Activity →
When a line in the entries below contains the word "Estreichera", copy that line.
Given records START
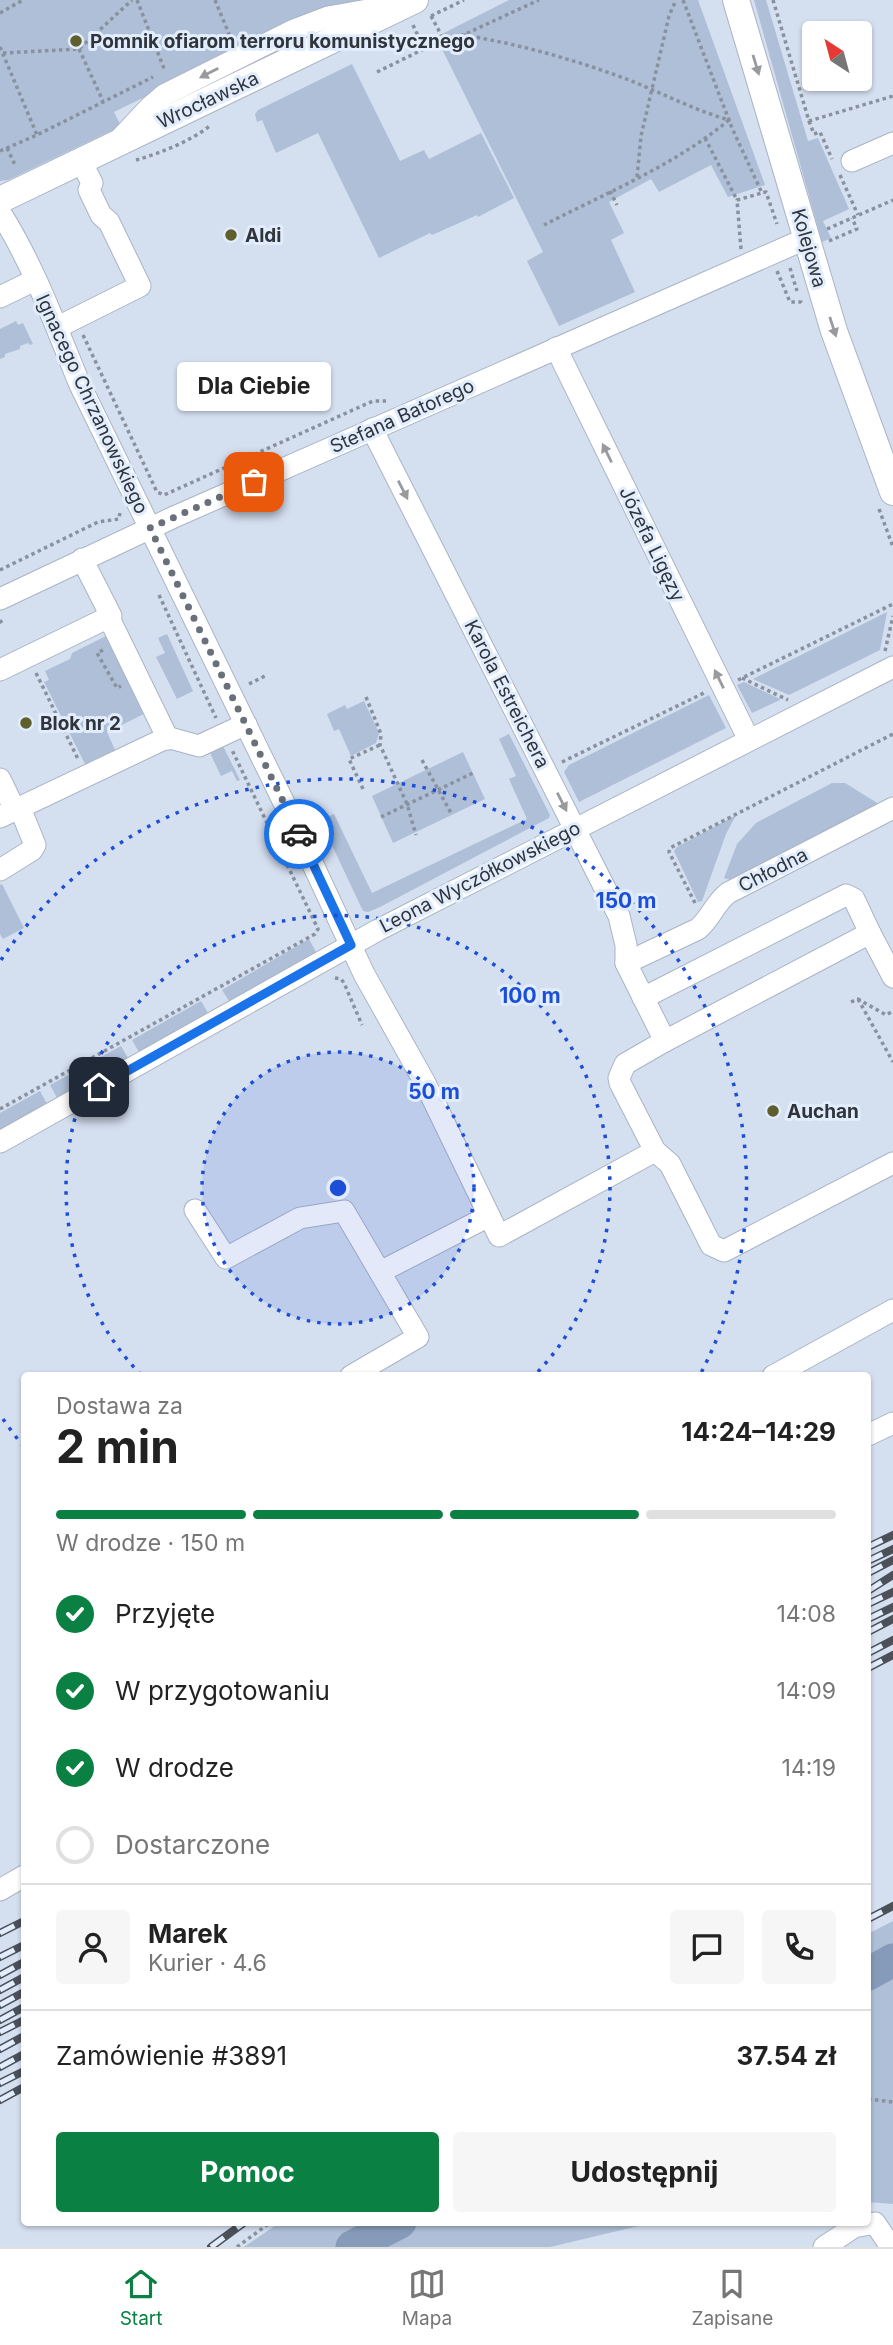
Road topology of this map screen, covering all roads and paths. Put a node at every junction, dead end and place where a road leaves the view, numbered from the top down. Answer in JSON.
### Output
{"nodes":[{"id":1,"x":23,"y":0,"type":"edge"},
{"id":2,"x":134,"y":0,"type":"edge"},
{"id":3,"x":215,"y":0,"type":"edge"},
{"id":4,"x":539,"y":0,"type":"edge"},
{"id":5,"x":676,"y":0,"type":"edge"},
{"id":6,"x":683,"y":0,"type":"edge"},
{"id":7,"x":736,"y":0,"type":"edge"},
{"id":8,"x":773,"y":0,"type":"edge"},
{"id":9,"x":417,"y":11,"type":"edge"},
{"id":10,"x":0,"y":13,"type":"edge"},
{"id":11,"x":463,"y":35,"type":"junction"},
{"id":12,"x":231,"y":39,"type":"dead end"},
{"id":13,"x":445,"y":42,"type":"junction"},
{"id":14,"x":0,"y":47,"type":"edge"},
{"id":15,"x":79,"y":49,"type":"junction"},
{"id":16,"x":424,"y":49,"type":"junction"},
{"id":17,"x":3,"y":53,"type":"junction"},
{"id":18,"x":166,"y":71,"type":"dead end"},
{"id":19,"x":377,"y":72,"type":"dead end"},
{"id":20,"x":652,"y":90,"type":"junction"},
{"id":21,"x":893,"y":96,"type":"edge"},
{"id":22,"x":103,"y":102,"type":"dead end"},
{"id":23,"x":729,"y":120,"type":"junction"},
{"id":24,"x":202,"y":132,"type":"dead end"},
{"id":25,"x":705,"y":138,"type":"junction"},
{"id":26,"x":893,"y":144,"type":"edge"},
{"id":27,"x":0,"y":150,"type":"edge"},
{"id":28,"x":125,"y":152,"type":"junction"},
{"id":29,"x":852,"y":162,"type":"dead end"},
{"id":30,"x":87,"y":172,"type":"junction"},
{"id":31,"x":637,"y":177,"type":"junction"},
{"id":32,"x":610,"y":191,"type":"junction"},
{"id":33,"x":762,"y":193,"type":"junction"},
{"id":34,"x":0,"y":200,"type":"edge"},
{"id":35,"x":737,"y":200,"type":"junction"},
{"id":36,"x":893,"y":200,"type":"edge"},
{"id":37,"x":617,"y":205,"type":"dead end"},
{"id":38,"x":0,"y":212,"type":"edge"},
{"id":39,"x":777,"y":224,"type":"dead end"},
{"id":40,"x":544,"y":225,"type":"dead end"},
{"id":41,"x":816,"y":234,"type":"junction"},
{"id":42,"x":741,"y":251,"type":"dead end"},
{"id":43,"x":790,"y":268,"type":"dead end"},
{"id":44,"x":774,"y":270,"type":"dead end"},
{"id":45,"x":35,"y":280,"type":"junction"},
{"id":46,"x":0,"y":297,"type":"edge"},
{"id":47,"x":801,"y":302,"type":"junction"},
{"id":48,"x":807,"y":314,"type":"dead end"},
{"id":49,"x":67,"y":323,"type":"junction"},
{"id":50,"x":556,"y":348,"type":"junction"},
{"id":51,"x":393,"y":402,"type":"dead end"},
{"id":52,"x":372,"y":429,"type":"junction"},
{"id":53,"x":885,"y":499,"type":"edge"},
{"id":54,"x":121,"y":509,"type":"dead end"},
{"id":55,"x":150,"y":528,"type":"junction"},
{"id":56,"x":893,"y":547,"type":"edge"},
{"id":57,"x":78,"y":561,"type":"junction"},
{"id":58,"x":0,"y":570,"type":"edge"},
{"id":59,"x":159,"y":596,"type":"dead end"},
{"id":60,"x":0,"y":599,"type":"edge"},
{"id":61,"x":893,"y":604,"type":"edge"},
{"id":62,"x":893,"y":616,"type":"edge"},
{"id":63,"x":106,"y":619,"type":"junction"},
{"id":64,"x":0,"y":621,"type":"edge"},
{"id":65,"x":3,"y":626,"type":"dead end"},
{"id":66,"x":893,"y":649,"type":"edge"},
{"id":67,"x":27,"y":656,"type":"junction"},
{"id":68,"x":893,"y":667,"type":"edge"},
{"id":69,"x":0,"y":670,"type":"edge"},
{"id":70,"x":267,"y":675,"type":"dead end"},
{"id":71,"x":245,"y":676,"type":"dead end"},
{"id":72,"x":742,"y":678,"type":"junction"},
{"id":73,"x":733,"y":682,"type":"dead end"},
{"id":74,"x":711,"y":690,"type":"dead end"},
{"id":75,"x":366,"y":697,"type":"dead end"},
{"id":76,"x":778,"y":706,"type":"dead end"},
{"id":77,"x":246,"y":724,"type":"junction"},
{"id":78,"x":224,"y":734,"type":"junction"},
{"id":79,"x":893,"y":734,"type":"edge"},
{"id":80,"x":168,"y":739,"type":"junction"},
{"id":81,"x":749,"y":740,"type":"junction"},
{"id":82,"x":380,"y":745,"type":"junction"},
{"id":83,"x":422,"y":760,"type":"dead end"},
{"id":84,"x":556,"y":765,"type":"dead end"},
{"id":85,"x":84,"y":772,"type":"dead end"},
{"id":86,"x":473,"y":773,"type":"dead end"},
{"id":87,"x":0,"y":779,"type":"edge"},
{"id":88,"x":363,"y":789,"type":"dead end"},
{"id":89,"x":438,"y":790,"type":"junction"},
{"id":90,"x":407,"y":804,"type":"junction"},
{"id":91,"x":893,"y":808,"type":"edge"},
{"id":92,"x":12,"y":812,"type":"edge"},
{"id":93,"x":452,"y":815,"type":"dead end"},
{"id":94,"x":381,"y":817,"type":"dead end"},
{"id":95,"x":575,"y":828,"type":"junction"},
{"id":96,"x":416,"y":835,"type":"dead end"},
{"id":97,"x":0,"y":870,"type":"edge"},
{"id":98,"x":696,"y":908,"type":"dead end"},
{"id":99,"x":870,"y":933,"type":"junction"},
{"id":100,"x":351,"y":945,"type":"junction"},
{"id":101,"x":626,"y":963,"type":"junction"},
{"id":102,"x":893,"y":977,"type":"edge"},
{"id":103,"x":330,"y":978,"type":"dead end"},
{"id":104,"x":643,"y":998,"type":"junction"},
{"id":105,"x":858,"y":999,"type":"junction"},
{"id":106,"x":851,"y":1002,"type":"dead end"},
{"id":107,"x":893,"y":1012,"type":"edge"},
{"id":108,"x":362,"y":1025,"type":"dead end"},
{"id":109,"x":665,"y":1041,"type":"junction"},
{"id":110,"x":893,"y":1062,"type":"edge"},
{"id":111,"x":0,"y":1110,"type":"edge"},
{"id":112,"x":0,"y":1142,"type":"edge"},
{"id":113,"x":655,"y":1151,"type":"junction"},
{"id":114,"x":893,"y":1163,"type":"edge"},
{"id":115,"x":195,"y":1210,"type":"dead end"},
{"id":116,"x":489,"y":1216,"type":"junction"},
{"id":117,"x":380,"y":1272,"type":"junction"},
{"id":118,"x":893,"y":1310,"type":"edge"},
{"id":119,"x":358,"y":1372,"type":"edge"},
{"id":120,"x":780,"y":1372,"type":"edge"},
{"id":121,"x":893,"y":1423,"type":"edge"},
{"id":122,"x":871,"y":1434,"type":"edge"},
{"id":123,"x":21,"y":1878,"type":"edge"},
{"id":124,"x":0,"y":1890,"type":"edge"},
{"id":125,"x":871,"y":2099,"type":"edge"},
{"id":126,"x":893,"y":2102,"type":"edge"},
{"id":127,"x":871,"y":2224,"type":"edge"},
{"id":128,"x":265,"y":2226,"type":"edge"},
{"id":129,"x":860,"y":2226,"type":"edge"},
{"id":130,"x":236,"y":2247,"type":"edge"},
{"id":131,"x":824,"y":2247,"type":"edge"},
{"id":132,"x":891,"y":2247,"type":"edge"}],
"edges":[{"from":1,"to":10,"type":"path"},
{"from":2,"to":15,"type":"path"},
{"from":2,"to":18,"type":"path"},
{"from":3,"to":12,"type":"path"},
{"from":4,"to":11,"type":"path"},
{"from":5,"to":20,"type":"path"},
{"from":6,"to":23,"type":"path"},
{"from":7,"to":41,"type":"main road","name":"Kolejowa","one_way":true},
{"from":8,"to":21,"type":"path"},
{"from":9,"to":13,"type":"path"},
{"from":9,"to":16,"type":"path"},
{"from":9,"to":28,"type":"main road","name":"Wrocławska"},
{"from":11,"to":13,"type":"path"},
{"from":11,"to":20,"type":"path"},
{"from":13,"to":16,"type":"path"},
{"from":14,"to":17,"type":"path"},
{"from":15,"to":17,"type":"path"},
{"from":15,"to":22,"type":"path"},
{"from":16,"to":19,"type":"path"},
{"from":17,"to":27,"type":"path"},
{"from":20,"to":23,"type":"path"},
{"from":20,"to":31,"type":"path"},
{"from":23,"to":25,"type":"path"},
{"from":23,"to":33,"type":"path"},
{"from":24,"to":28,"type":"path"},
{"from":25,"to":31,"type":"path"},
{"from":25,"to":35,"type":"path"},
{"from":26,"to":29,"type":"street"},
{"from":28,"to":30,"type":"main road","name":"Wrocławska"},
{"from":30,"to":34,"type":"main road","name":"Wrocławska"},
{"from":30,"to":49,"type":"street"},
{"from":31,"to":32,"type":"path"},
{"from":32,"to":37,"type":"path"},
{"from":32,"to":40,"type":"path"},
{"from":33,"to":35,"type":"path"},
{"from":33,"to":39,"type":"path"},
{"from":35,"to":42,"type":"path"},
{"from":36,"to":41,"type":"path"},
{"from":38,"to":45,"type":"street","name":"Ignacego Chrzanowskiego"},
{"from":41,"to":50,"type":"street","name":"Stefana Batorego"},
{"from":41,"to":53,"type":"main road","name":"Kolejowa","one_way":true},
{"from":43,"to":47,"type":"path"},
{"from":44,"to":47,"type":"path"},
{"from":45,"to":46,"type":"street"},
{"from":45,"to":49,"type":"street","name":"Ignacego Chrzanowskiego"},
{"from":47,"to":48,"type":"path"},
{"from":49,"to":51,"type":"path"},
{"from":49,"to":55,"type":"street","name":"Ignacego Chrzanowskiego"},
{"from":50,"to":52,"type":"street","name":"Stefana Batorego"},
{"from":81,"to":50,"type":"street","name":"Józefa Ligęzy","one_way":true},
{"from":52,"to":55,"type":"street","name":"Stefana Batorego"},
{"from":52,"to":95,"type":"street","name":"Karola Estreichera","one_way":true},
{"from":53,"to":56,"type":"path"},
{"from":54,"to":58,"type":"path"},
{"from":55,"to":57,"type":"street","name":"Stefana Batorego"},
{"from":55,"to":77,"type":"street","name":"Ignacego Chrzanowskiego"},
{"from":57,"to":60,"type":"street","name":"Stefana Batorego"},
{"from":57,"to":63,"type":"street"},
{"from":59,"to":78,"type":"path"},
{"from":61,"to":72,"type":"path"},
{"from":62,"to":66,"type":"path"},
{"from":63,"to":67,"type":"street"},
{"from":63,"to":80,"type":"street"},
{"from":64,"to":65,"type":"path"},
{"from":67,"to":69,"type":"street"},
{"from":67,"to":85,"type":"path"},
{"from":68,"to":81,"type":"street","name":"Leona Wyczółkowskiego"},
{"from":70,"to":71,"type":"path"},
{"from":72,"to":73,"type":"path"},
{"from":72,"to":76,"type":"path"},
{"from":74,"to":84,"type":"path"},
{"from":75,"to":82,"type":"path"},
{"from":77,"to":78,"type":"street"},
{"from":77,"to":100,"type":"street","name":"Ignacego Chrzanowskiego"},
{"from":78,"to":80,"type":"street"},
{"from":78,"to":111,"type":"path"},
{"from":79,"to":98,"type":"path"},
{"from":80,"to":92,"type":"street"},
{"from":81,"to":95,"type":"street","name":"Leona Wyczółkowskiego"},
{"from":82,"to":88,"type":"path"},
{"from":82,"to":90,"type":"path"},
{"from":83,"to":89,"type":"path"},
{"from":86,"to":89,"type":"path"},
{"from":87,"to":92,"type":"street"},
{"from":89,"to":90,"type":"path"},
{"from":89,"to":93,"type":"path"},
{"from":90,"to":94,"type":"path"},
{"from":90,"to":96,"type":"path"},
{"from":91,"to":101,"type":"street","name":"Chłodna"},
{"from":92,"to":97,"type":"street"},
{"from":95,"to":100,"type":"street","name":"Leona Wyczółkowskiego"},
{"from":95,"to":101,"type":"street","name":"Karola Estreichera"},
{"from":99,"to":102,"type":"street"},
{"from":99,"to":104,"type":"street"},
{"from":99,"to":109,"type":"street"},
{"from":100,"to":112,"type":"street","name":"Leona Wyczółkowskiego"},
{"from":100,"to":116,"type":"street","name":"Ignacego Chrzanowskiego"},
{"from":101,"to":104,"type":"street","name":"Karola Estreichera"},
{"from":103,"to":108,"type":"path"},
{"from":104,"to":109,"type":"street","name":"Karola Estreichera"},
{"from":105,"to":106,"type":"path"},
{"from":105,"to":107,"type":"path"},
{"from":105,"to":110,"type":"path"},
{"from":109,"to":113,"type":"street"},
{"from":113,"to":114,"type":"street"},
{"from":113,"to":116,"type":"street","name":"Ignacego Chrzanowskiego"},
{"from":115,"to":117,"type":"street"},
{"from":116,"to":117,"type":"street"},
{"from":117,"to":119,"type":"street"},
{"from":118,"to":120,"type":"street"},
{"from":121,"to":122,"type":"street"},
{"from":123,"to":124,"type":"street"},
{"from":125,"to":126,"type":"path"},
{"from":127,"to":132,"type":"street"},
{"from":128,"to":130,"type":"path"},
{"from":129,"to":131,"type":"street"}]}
Given records END
Given records START
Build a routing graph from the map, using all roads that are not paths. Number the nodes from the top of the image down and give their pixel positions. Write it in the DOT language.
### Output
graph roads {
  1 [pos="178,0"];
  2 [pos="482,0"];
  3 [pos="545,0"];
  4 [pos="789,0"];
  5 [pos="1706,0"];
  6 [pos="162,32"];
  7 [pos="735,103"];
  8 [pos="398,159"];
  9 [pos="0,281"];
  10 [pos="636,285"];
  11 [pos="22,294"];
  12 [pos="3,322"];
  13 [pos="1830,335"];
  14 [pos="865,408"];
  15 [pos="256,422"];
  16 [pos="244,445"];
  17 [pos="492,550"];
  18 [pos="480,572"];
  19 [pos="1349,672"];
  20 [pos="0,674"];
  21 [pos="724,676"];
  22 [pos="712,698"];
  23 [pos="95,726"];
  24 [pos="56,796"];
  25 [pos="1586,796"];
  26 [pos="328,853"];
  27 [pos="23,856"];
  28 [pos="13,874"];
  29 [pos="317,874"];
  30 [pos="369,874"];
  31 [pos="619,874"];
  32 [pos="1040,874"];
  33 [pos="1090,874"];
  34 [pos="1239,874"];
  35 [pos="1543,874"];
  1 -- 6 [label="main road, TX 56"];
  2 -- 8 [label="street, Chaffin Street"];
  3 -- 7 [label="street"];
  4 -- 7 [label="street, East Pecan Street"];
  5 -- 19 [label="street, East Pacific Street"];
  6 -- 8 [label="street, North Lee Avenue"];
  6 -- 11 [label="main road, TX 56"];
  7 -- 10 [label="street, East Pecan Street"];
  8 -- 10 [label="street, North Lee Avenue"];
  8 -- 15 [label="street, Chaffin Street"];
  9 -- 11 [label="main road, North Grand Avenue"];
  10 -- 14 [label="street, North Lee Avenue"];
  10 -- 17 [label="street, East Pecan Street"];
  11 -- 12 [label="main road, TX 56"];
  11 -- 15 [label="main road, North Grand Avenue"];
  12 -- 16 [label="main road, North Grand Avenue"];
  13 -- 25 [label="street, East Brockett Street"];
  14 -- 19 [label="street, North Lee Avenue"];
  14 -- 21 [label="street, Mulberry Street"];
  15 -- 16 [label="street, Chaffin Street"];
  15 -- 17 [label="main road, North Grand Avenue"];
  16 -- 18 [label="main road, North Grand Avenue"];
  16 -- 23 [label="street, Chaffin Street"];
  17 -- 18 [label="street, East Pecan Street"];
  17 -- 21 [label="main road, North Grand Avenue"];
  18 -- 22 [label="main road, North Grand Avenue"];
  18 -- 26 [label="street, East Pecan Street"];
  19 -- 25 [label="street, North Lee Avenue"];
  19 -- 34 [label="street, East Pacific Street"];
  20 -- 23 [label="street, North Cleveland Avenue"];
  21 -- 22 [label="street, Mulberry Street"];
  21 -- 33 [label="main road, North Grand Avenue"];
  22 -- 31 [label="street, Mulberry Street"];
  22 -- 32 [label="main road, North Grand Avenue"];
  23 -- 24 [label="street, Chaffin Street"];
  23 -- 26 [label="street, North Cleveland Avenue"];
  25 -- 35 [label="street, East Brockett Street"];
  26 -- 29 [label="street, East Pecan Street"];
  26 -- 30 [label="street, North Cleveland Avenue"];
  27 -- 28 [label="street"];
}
Given records END
Task solution →
{"from":52,"to":95,"type":"street","name":"Karola Estreichera","one_way":true},
{"from":95,"to":101,"type":"street","name":"Karola Estreichera"},
{"from":101,"to":104,"type":"street","name":"Karola Estreichera"},
{"from":104,"to":109,"type":"street","name":"Karola Estreichera"},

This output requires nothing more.